“After the poor results we had since the beginning of the season on tracks we were hoping to do really good, coming off a pretty strong end of the season last year, we were definitely starting to wonder if we could turn the boat around a little bit. It definitely feels like this weekend we did. We started off pretty much the same way the same way with a ton of understeer on street courses. Finally we found some recipes to slowly decrease it. Finally I can feel like I’m doing something behind the wheel rather than going along for the ride.
“For sure, when you’ve been deep in the hole, finally you seem to be able to see some light, it feels really good. Pretty excited for the boys. It’s been a lot of work, just like everybody else, but when you don’t have the results, it’s twice as hard.”
Will Power of Team Penske was third at 1:00.061 (105.193 mph) in a Dallara/Chevrolet and Kanaan was fourth at 1:00.1179 (105.093 mph) in another Dallara/Chevrolet.
Kanaan is not a fan of the standing starts – at least not in the IndyCar Series.
“Because IndyCar for me, it’s always been about rolling starts,” Kanaan said. “We’re talking about tradition and stuff. Maybe tomorrow I’ll end up in the end of the race saying I love it. That’s just because of the tradition. That’s my preference.
“I’m not against it. It’s just you guys asked my opinion. I said I don’t like it.”
James Jakes was fifth in a Dallara/Honda at 1:00.322 (104.737 mph) with Dixon rounding out the Fast Six in a Dallara/Honda at 1:00.322 (104.737 mph).
Hunter-Reay, the 2012 Indy Toronto winner and series champion, topped the speed charts in today’s morning practice session with the No. 1 DHL Chevy. After advancing through the first round of qualifying, Hunter-Reay was running on pace to advance to the Firestone Fast Six and contend for the pole when the No. 14 car slowed in front of Hunter-Reay and then found its way to the tires in Turn 1 bringing out a red flag. Hunter-Reay lost his fast lap and will grid from the seventh position for his first career standing start.
“It’s frustrating,” he said. “We had a great car today; we led the first practice. I’d like to thank the guys, the crew on the No. 1 DHL team for giving me a great car – I’d like to thank (Takuma) Sato for knocking us out of the session again today. It’s unfortunate but we’ll be fighting again tomorrow, we’ll be fighting again on Sunday… it’s just out of our control so what do you do? We’ll just pack up and hope for a better day tomorrow.”
Hunter-Reay continues to nurse a hand injury he suffered in a pit lane crash at Pocono Raceway last Sunday.
“It’s a concern for sure – it’s part of it,” Hunter-Reay said. “We don’t have any power steering at all in these cars, and when you get into an issue where you touch a wall or get in to it with another car the wheel will whip around and a lot of guys are hurting their thumbs, tearing ligaments and stuff like that.
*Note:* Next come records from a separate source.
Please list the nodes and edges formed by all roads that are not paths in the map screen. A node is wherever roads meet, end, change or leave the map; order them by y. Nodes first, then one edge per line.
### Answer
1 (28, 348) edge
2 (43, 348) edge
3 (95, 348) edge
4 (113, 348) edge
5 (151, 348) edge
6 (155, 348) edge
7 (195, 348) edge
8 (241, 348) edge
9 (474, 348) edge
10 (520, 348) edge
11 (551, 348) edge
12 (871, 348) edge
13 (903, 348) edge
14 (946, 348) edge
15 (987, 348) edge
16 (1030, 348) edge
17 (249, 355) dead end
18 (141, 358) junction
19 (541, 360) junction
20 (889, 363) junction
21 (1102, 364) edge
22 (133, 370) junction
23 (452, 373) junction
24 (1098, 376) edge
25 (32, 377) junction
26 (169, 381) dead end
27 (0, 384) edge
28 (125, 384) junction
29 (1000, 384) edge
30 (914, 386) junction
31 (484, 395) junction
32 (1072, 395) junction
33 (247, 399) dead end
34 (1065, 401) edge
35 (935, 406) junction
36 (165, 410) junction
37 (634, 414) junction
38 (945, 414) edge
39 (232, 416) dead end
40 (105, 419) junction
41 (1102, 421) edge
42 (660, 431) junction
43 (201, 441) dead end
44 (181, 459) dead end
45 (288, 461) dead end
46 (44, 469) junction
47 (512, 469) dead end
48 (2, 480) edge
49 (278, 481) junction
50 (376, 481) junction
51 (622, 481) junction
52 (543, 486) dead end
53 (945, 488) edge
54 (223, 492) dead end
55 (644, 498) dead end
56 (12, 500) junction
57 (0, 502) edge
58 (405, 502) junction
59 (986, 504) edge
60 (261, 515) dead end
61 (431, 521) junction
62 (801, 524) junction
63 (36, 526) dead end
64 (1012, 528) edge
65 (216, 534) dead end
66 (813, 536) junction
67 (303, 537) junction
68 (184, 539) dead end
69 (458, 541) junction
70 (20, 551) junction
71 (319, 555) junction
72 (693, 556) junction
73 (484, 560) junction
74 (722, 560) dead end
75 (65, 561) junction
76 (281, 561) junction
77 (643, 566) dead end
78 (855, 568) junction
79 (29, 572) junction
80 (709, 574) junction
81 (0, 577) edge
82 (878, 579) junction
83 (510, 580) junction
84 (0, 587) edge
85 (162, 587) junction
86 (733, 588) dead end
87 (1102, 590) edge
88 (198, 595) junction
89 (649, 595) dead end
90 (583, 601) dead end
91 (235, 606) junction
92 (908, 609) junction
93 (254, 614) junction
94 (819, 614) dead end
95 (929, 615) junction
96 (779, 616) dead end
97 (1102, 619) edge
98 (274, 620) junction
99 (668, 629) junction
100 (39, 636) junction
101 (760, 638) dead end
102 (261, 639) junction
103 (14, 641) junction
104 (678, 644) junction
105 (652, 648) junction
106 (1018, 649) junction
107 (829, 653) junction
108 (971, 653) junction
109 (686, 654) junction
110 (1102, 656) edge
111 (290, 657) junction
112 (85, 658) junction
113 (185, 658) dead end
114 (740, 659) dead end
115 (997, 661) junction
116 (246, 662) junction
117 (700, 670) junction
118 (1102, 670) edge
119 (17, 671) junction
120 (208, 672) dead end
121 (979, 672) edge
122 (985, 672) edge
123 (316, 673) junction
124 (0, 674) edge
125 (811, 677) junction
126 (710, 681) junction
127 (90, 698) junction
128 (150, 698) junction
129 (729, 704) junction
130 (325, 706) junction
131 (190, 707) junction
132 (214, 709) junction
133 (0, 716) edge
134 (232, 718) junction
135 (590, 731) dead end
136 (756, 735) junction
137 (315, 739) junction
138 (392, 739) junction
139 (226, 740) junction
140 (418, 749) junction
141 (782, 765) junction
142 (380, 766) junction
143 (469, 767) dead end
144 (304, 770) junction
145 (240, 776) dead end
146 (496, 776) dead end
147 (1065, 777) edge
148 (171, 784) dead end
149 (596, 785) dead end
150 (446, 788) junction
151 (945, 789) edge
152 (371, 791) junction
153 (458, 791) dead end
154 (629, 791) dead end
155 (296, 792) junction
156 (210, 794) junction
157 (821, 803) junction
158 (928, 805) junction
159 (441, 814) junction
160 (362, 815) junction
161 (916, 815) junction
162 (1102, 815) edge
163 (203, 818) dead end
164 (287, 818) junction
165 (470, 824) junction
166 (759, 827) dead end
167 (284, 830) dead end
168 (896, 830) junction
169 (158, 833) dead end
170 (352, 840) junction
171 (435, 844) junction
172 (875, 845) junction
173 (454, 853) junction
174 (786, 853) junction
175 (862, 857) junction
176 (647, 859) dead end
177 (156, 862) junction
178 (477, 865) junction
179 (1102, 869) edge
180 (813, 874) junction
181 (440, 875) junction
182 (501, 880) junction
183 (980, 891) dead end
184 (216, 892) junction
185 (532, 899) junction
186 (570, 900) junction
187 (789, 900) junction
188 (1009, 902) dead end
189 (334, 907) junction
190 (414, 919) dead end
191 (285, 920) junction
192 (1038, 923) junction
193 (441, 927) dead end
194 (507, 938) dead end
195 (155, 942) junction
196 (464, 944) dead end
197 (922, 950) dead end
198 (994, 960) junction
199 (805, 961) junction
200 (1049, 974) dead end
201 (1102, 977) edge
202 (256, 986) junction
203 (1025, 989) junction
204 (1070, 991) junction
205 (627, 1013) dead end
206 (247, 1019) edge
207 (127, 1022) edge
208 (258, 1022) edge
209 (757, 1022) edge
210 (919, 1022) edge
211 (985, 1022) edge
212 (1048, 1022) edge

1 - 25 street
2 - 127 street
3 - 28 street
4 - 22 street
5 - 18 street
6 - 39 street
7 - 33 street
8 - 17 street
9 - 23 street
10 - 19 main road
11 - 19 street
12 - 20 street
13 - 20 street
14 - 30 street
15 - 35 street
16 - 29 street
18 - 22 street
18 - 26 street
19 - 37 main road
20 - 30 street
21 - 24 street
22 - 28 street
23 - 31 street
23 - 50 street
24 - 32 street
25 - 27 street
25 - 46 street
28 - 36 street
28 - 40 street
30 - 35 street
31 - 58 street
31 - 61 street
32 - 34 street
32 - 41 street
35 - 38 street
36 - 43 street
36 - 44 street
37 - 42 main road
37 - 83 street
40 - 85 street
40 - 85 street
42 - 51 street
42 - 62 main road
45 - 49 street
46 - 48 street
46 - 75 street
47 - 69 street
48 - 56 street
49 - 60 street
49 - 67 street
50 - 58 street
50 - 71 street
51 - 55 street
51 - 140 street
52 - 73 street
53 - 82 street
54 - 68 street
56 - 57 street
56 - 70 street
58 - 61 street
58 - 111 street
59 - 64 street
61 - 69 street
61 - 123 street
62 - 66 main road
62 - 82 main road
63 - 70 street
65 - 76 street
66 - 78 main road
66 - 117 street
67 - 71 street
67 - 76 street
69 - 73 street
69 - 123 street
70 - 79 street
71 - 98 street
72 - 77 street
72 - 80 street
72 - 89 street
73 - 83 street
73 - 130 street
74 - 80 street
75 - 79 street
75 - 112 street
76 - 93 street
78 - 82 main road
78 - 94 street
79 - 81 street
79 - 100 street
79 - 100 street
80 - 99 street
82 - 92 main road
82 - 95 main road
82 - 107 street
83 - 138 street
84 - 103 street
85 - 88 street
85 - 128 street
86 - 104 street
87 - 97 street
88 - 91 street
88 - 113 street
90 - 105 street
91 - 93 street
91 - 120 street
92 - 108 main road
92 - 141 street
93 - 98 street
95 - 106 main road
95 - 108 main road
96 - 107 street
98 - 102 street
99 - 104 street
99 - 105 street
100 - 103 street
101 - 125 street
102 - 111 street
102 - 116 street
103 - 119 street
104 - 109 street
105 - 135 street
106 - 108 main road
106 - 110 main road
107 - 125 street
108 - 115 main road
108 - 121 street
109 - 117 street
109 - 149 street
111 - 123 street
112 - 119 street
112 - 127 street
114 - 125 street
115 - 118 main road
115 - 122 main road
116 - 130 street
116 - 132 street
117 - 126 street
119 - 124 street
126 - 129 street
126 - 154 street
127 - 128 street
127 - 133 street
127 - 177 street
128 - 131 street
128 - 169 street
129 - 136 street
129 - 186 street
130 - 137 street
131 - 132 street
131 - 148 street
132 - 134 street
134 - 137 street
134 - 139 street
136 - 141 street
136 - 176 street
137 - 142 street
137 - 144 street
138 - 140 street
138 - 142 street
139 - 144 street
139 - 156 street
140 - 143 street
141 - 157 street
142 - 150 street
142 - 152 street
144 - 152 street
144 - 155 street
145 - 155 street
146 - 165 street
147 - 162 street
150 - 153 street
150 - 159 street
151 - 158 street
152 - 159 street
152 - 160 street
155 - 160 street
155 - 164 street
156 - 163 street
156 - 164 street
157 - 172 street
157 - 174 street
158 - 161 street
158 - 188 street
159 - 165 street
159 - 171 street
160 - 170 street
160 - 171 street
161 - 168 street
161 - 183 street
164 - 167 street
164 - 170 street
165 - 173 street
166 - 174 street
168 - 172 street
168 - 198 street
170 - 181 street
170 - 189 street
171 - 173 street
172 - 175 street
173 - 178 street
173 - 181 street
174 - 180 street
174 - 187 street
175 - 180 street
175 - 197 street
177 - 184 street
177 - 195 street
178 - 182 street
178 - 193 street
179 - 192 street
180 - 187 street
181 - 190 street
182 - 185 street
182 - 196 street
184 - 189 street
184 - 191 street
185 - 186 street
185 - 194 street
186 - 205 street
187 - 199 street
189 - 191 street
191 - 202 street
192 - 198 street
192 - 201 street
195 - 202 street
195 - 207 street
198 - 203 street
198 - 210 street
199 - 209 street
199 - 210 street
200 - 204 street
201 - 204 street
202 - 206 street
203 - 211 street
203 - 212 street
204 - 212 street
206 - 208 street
Certainly not a fun situation and not fun driving with it here at Toronto.”
Andretti starts 11th.
“You always want to do your laps in the end, but I’m sure I’m in the same boat as everyone else so I can’t use that final red flag as an excuse,” he said. “We tried something for the second qualifying round that didn’t really help, so it’s a bummer for the Dr. Pepper crew. I think the race tomorrow will come down to attrition. Mistakes will be made during the race, but hopefully not from us. Hopefully there isn’t too much carnage, but there might be with the first standing starts. I think the fans are going to be in for a good show.”
Hinchcliffe just missed advancing to the second round of qualifying today and will start from the 14th position for tomorrow’s 85-lap event. His best finish on the streets of Toronto came in 2011 when he crossed the line 14th. Tomorrow will be Hinchcliffe’s third Indy Toronto start.
“This is certainly not the way we wanted qualifying to go,” Hinchcliffe said. “I feel bad for all the fans here (they) deserved better than that, but we’ll put our heads down tomorrow. It’s a long race and I know we’ll have a good car… we missed it by less than a tenth (of a second) to get through (to the Firestone Fast Six) and its heart breaking to miss it by so little. But it’s a long race and this is a track you can pass on and you can plan strategy to your advantage, so fingers crossed that when it counts when the points are paying tomorrow we’ll be at the right end.”